### Records provided ###

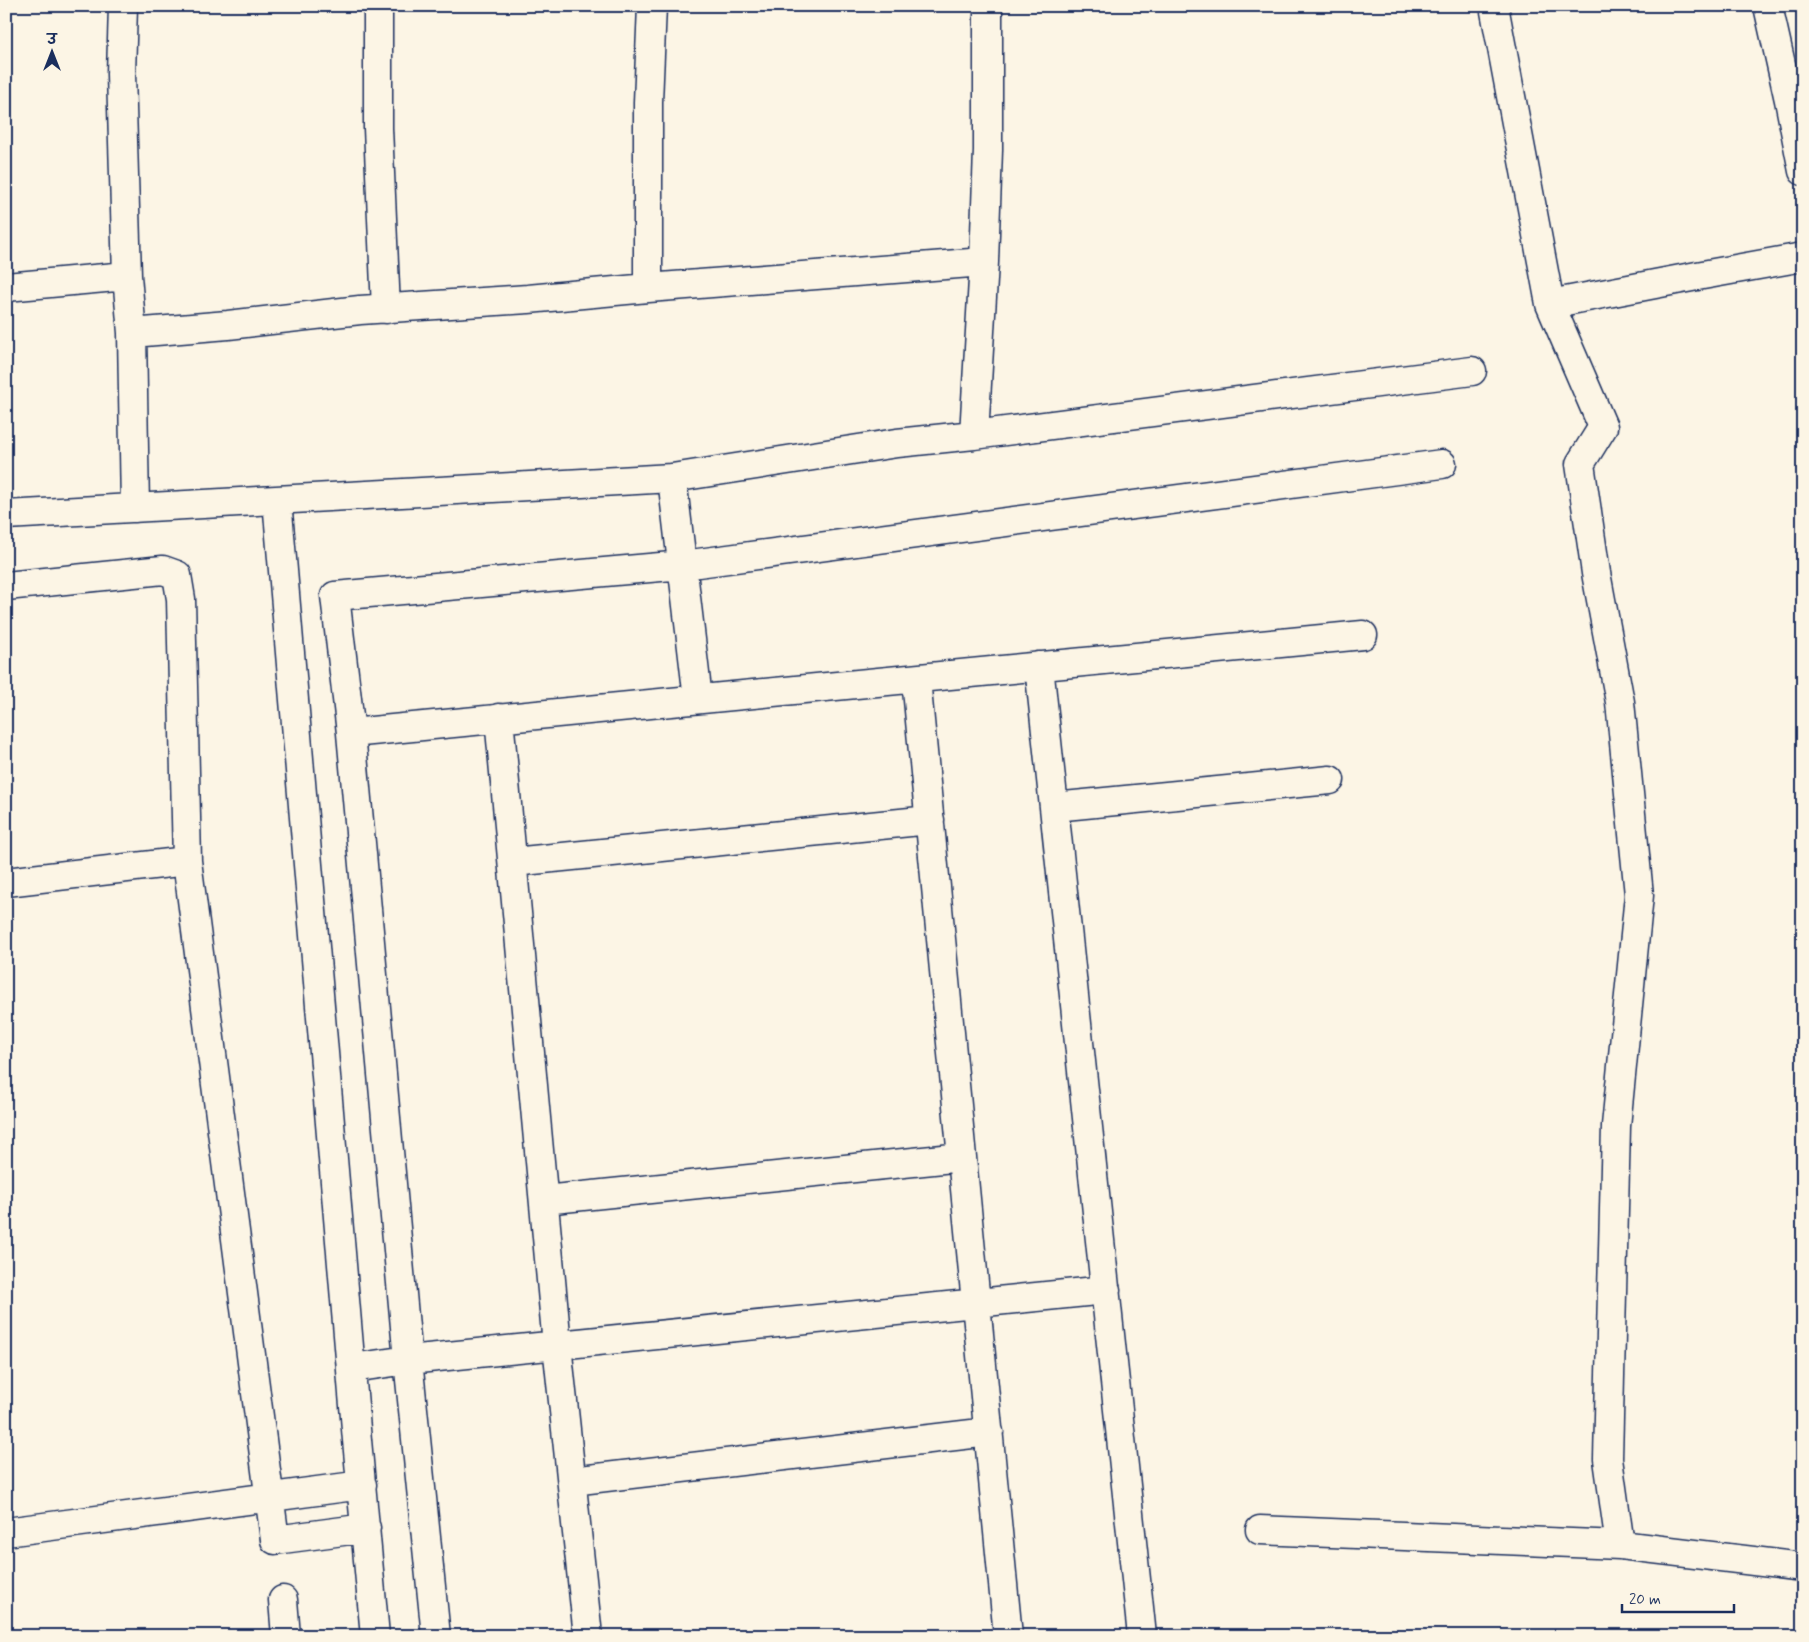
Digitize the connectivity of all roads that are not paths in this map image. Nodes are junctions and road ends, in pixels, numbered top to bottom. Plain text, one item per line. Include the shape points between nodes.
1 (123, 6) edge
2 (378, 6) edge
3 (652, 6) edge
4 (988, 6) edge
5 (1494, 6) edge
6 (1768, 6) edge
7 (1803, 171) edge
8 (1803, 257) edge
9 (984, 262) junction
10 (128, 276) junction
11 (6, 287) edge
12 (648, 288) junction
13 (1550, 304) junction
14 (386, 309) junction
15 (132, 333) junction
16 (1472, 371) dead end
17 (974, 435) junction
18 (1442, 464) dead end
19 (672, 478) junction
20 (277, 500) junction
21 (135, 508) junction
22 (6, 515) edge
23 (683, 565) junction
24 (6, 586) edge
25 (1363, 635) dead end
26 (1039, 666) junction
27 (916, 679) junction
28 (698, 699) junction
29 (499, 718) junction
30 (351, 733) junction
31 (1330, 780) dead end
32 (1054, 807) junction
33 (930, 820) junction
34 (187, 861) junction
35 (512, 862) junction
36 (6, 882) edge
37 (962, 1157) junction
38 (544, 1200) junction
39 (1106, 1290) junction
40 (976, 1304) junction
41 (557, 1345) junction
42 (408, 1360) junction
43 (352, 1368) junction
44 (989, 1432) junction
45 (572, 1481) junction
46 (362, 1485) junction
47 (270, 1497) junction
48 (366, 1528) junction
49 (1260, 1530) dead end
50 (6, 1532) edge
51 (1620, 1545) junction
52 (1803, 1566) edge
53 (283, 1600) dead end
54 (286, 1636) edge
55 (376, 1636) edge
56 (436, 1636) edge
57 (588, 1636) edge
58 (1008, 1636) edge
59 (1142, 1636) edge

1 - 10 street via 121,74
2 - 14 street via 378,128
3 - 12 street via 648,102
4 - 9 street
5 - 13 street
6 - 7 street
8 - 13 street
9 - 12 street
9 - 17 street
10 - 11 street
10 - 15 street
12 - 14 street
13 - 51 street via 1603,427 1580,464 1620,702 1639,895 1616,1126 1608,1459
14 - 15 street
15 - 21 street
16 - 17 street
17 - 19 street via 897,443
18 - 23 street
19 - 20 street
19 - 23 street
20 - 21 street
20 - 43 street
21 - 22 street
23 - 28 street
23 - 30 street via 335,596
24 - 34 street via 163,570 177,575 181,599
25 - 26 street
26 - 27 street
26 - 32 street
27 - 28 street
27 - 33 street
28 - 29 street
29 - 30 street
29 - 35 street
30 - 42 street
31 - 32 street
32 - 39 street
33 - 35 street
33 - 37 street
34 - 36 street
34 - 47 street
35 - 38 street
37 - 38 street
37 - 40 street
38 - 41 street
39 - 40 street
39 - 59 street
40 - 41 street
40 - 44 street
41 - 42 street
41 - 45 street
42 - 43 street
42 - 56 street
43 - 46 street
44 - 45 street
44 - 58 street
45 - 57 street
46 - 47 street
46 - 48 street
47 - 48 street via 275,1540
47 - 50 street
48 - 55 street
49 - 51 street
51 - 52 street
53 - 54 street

###

*Instructions for the task*. Write down the full listing above exactly as it is, except for any images.

*Answer to this exercise*.
Digitize the connectivity of all roads that are not paths in this map image. Nodes are junctions and road ends, in pixels, numbered top to bottom. Plain text, one item per line. Include the shape points between nodes.
1 (123, 6) edge
2 (378, 6) edge
3 (652, 6) edge
4 (988, 6) edge
5 (1494, 6) edge
6 (1768, 6) edge
7 (1803, 171) edge
8 (1803, 257) edge
9 (984, 262) junction
10 (128, 276) junction
11 (6, 287) edge
12 (648, 288) junction
13 (1550, 304) junction
14 (386, 309) junction
15 (132, 333) junction
16 (1472, 371) dead end
17 (974, 435) junction
18 (1442, 464) dead end
19 (672, 478) junction
20 (277, 500) junction
21 (135, 508) junction
22 (6, 515) edge
23 (683, 565) junction
24 (6, 586) edge
25 (1363, 635) dead end
26 (1039, 666) junction
27 (916, 679) junction
28 (698, 699) junction
29 (499, 718) junction
30 (351, 733) junction
31 (1330, 780) dead end
32 (1054, 807) junction
33 (930, 820) junction
34 (187, 861) junction
35 (512, 862) junction
36 (6, 882) edge
37 (962, 1157) junction
38 (544, 1200) junction
39 (1106, 1290) junction
40 (976, 1304) junction
41 (557, 1345) junction
42 (408, 1360) junction
43 (352, 1368) junction
44 (989, 1432) junction
45 (572, 1481) junction
46 (362, 1485) junction
47 (270, 1497) junction
48 (366, 1528) junction
49 (1260, 1530) dead end
50 (6, 1532) edge
51 (1620, 1545) junction
52 (1803, 1566) edge
53 (283, 1600) dead end
54 (286, 1636) edge
55 (376, 1636) edge
56 (436, 1636) edge
57 (588, 1636) edge
58 (1008, 1636) edge
59 (1142, 1636) edge

1 - 10 street via 121,74
2 - 14 street via 378,128
3 - 12 street via 648,102
4 - 9 street
5 - 13 street
6 - 7 street
8 - 13 street
9 - 12 street
9 - 17 street
10 - 11 street
10 - 15 street
12 - 14 street
13 - 51 street via 1603,427 1580,464 1620,702 1639,895 1616,1126 1608,1459
14 - 15 street
15 - 21 street
16 - 17 street
17 - 19 street via 897,443
18 - 23 street
19 - 20 street
19 - 23 street
20 - 21 street
20 - 43 street
21 - 22 street
23 - 28 street
23 - 30 street via 335,596
24 - 34 street via 163,570 177,575 181,599
25 - 26 street
26 - 27 street
26 - 32 street
27 - 28 street
27 - 33 street
28 - 29 street
29 - 30 street
29 - 35 street
30 - 42 street
31 - 32 street
32 - 39 street
33 - 35 street
33 - 37 street
34 - 36 street
34 - 47 street
35 - 38 street
37 - 38 street
37 - 40 street
38 - 41 street
39 - 40 street
39 - 59 street
40 - 41 street
40 - 44 street
41 - 42 street
41 - 45 street
42 - 43 street
42 - 56 street
43 - 46 street
44 - 45 street
44 - 58 street
45 - 57 street
46 - 47 street
46 - 48 street
47 - 48 street via 275,1540
47 - 50 street
48 - 55 street
49 - 51 street
51 - 52 street
53 - 54 street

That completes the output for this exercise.